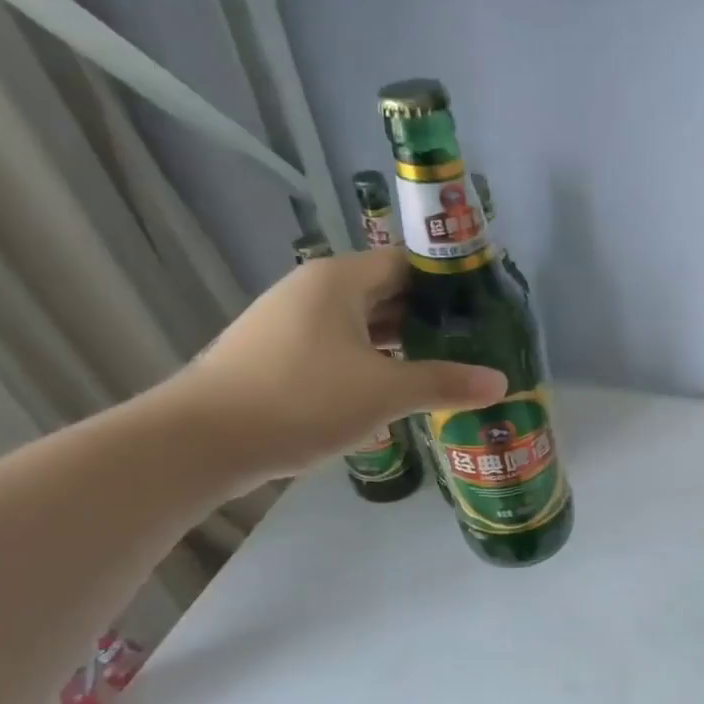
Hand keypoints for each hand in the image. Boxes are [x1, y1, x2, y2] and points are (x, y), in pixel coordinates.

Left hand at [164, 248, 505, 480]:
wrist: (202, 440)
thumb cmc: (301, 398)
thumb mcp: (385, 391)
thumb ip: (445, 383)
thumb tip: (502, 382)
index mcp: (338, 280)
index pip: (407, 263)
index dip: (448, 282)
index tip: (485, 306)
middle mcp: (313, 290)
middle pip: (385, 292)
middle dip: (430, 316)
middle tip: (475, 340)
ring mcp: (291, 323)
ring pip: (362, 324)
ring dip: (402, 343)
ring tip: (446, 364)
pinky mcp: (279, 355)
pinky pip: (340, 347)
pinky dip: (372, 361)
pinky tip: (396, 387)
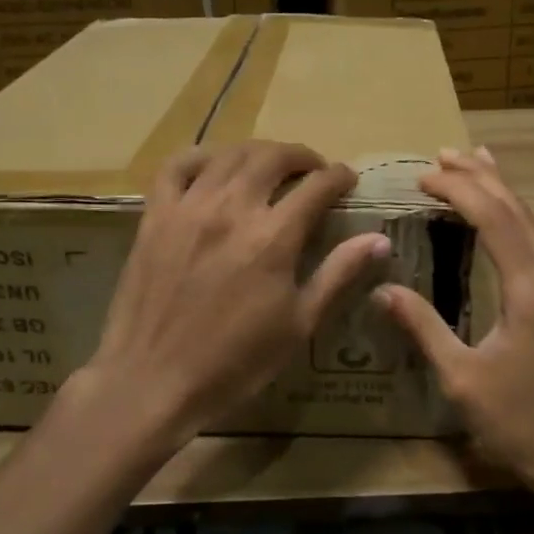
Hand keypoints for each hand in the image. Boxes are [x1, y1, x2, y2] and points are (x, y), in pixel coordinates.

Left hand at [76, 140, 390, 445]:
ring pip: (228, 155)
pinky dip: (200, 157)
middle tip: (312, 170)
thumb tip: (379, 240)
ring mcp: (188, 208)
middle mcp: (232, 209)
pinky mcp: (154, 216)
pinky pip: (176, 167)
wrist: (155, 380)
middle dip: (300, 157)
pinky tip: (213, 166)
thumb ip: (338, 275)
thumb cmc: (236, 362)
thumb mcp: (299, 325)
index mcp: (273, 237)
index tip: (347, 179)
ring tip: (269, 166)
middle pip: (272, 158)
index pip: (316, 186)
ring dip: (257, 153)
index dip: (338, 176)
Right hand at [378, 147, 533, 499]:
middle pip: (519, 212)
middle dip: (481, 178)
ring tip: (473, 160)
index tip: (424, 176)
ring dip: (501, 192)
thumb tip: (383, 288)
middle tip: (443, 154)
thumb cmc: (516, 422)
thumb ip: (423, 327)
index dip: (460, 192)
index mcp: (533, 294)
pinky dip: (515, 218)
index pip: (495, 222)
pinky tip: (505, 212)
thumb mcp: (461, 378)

■ ■ ■ ■ ■ ■ ■

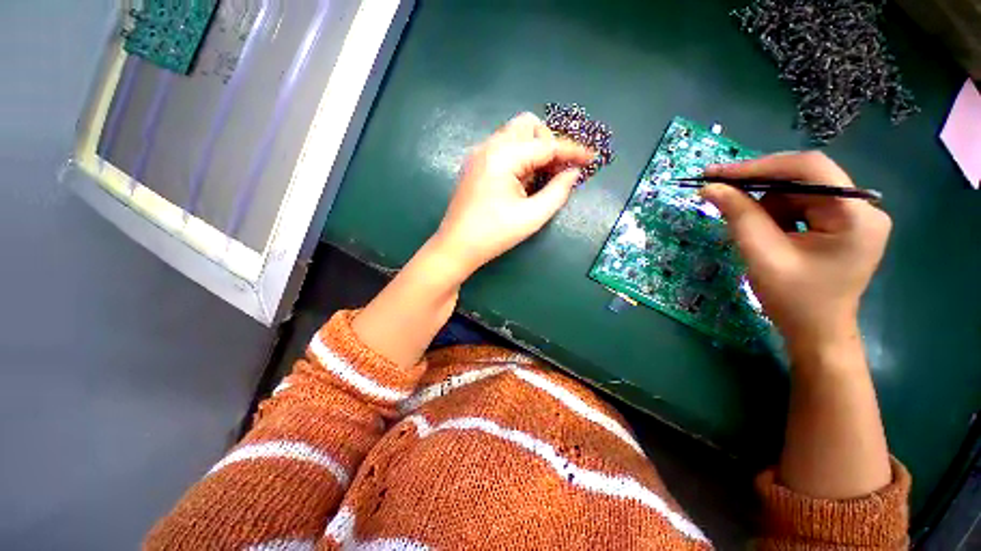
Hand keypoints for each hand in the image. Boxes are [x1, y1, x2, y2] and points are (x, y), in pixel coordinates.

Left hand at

■ ■ ■ ■ ■ ■ ■

Action item: In the records above, find each line with the word "ring" and copy it out.

Solution to this exercise:
ring mcp: (291, 323)
ring pip: (362, 324)
ring dip: (402, 343)
ring tip: (446, 364)
ring pip: (228, 155)
ring mcp: (188, 208)
ring tip: (269, 166)
ring dip: (257, 153)
ring tip: (473, 160)
ring dip: (501, 192)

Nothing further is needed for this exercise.